Les utilisateurs de Grindr peuvent personnaliser leurs profils en y donnant autant de renseignements qu’ils le souhaitent. Parmi les informations généralement publiées, il y a des photos, le nom de la personne, son âge, etc. Mais, depuis un moment déjà, les utilisateurs peuvent aussi indiquer s’ils sont séropositifs ou non, ainsi que la dernière fois qu’ils ont passé un test de dépistage du VIH. Depuis la semaine dernière, Grindr offre aussi à ses utilisateurs d’activer des rappels de dépistage.
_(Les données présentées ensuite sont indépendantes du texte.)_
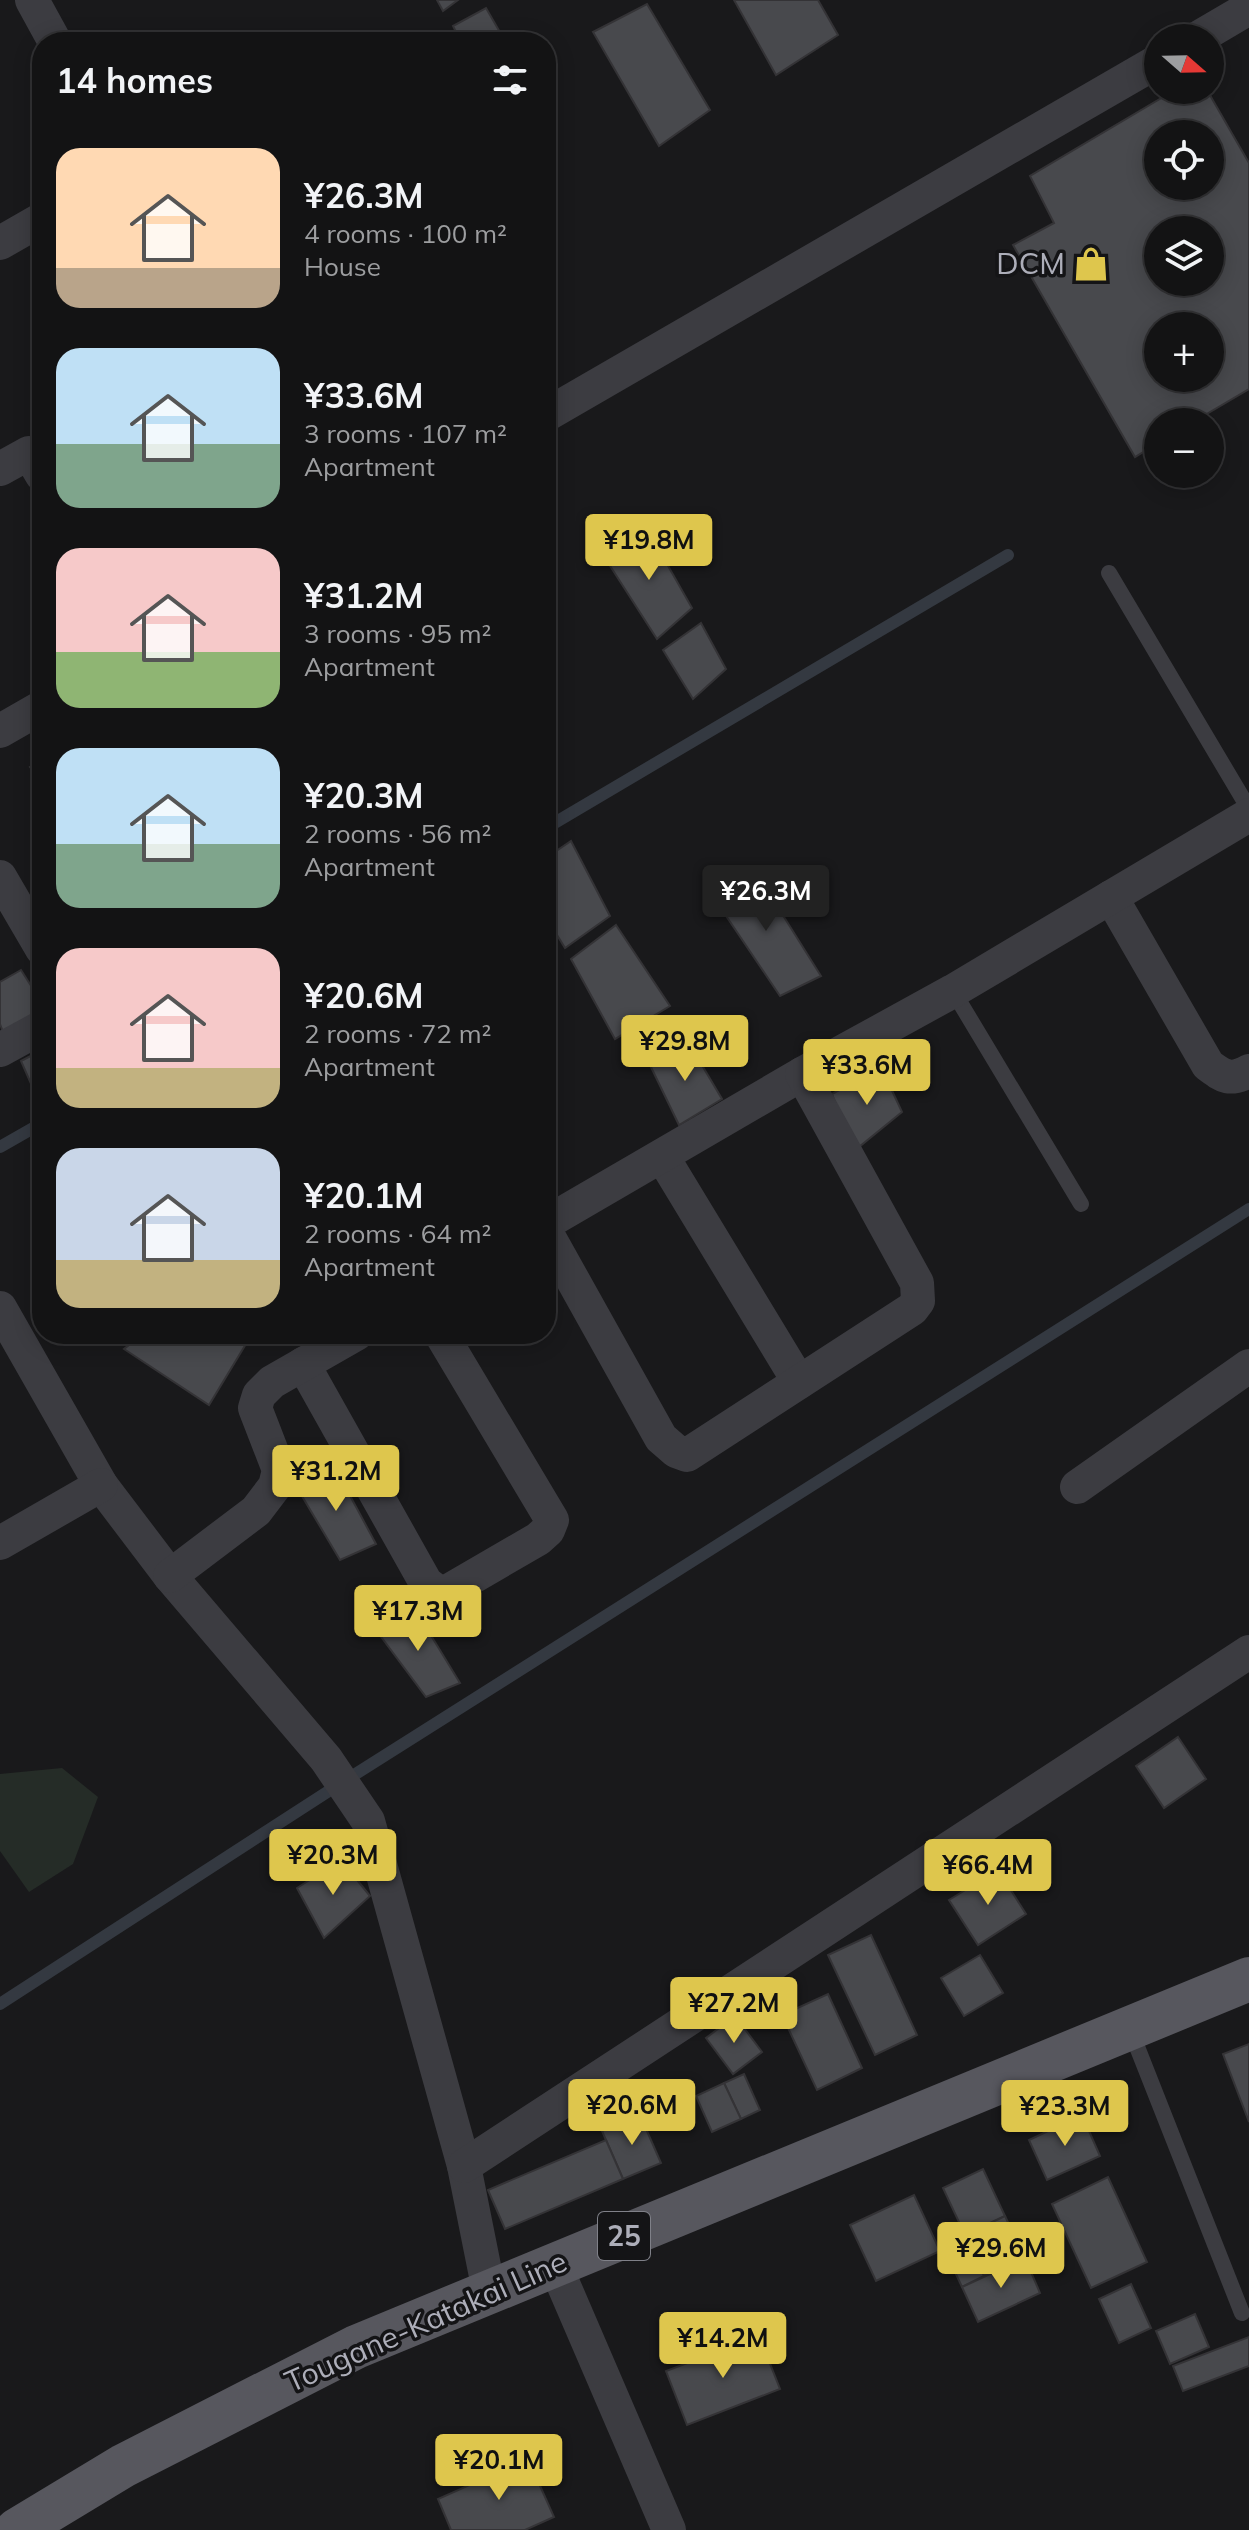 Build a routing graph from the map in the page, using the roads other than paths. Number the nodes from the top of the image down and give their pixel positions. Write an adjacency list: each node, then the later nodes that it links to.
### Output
1 (32, 0): 4 (street)
2 (1249, 8): 3 (street)
3 (1222, 24)
4 (50, 32)
5 (1144, 69): 8 (street)
6 (32, 225): 7 (street)
7 (0, 243)
8 (556, 409)
9 (32, 458): 10 (street)
10 (0, 469)
11 (1109, 573): 14 (lane)
12 (32, 713): 13 (street)
13 (0, 731)
14 (1249, 809)
15 (1249, 815): 17 (street)
16 (0, 877): 18 (street)
17 (1111, 897): 19 (street); 22 (street)
18 (32, 932)
19 (953, 991): 23 (street); 25 (lane)
20 (32, 1032): 21 (street)
21 (0, 1050)
22 (1249, 1071)
23 (802, 1074): 24 (street); 33 (street)
24 (662, 1156): 26 (street); 33 (street)
25 (1081, 1204)
26 (556, 1217)
27 (556, 1250): 33 (street)
28 (0, 1308): 34 (street)
29 (338, 1344): 31 (street)
30 (447, 1344): 31 (street)
31 (303, 1364): 37 (street)
32 (1249, 1366): 35 (street)
33 (799, 1382)
34 (101, 1485): 36 (street); 37 (street)
35 (1077, 1487)
36 (0, 1543)
37 (170, 1576): 41 (street)
38 (1249, 1652): 41 (street)
39 (1249, 1979): 40 (main road, Tougane-Katakai Line / 25)
40 (1130, 2029): 42 (main road, Tougane-Katakai Line / 25); 44 (lane)
41 (464, 2166): 43 (street)
42 (555, 2265): 43 (main road, Tougane-Katakai Line / 25); 46 (street)
43 (489, 2291): 45 (main road, Tougane-Katakai Line / 25)
44 (1242, 2313)
45 (17, 2530)
46 (669, 2530) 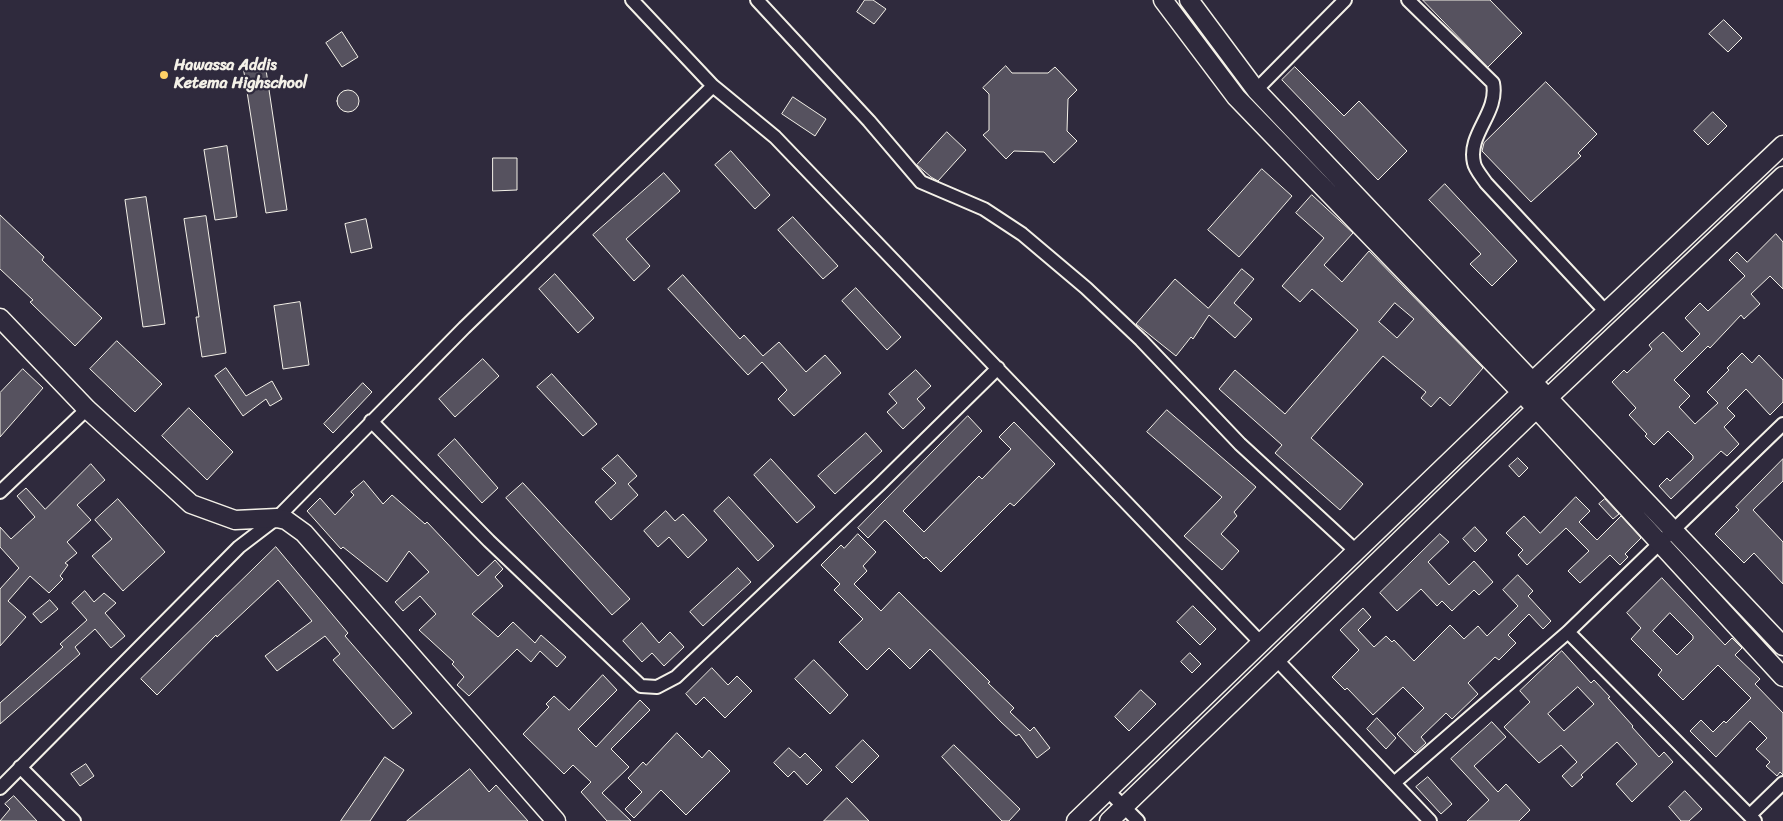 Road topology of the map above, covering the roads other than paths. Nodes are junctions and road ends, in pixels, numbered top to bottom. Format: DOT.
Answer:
graph roads {
  1 [pos="632,0"];
  2 [pos="757,0"];
  3 [pos="1163,0"];
  4 [pos="1189,0"];
  5 [pos="1345,0"];
  6 [pos="1408,0"];
  7 [pos="713,86"];
  8 [pos="1256,90"];
  9 [pos="1783,145"];
  10 [pos="1783,176"];
  11 [pos="1606,312"];
  12 [pos="0,318"];
  13 [pos="998,368"];
  14 [pos="1527,387"];
  15 [pos="1542,404"];
  16 [pos="86,409"];
  17 [pos="371,421"];
  18 [pos="1783,424"];
  19 [pos="0,492"];
  20 [pos="278,518"];
  21 [pos="1674,531"];
  22 [pos="1660,545"];
  23 [pos="1356,551"];
  24 [pos="1568,632"];
  25 [pos="1261,643"];
  26 [pos="1783,646"];
  27 [pos="1276,659"];
  28 [pos="1783,677"];
  29 [pos="20,767"];
  30 [pos="1129,769"];
  31 [pos="1394,783"];
  32 [pos="1783,783"];
  33 [pos="1145,786"];
  34 [pos="0,788"];
  35 [pos="1107,790"];
  36 [pos="1124,806"];
  37 [pos="1752,818"];
  38 [pos="74,821"];
  39 [pos="556,821"];
  40 [pos="1076,821"];
  41 [pos="1109,821"];
  42 [pos="1138,821"];
  43 [pos="1430,821"];
  1 -- 7 [label="street"];
  2 -- 23 [label="street"];
  3 -- 14 [label="street"];
  4 -- 8 [label="street"];
  5 -- 8 [label="street"];
  6 -- 11 [label="street"];
  7 -- 13 [label="street"];
  7 -- 17 [label="street"];
  8 -- 14 [label="street"];
  9 -- 11 [label="street"];
  10 -- 15 [label="street"];
  11 -- 14 [label="street"];
  12 -- 16 [label="street"];
  13 -- 17 [label="street"];
  13 -- 25 [label="street"];
  14 -- 15 [label="street"];
  14 -- 23 [label="street"];
  15 -- 21 [label="street"];
  15 -- 22 [label="street"];
  15 -- 27 [label="street"];
  16 -- 19 [label="street"];
  16 -- 20 [label="street"];
  17 -- 20 [label="street"];
  18 -- 21 [label="street"];
  20 -- 29 [label="street"];
  20 -- 39 [label="street"];
  21 -- 22 [label="street"];
  21 -- 26 [label="street"];
  22 -- 24 [label="street"];
  22 -- 28 [label="street"];
  23 -- 25 [label="street"];
  24 -- 31 [label="street"];
  24 -- 37 [label="street"];
  25 -- 27 [label="street"];
  25 -- 30 [label="street"];
  27 -- 31 [label="street"];
  27 -- 33 [label="street"];
  29 -- 34 [label="street"];
  29 -- 38 [label="street"];
  30 -- 33 [label="street"];
  30 -- 35 [label="street"];
  31 -- 43 [label="street"];
  32 -- 37 [label="street"];
  33 -- 36 [label="street"];
  35 -- 36 [label="street"];
  35 -- 40 [label="street"];
  36 -- 41 [label="street"];
  36 -- 42 [label="street"];
}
Si ces fonctions sont intégrées à Grindr, c’est que le VIH et le sida touchent de manière disproportionnée la communauté LGBTQ, et les hommes qui ont des relations sexuelles avec d’autres hommes en particulier. Lancée avant même Tinder, cette app est née de la nécessité de cette communauté de former un réseau social relativement clos, un safe space exempt autant que possible des préjugés qui l’affectent encore. Savoir que ces renseignements personnels sont facilement compromis est bien entendu inquiétant pour de nombreux utilisateurs. Bien que les données transmises aux entreprises tierces par Grindr ne comprennent pas les photos et le nom des utilisateurs, les métadonnées et surtout les données de géolocalisation exactes mettent en danger de nombreuses personnes, notamment en les rendant vulnérables au chantage et à l’extorsion.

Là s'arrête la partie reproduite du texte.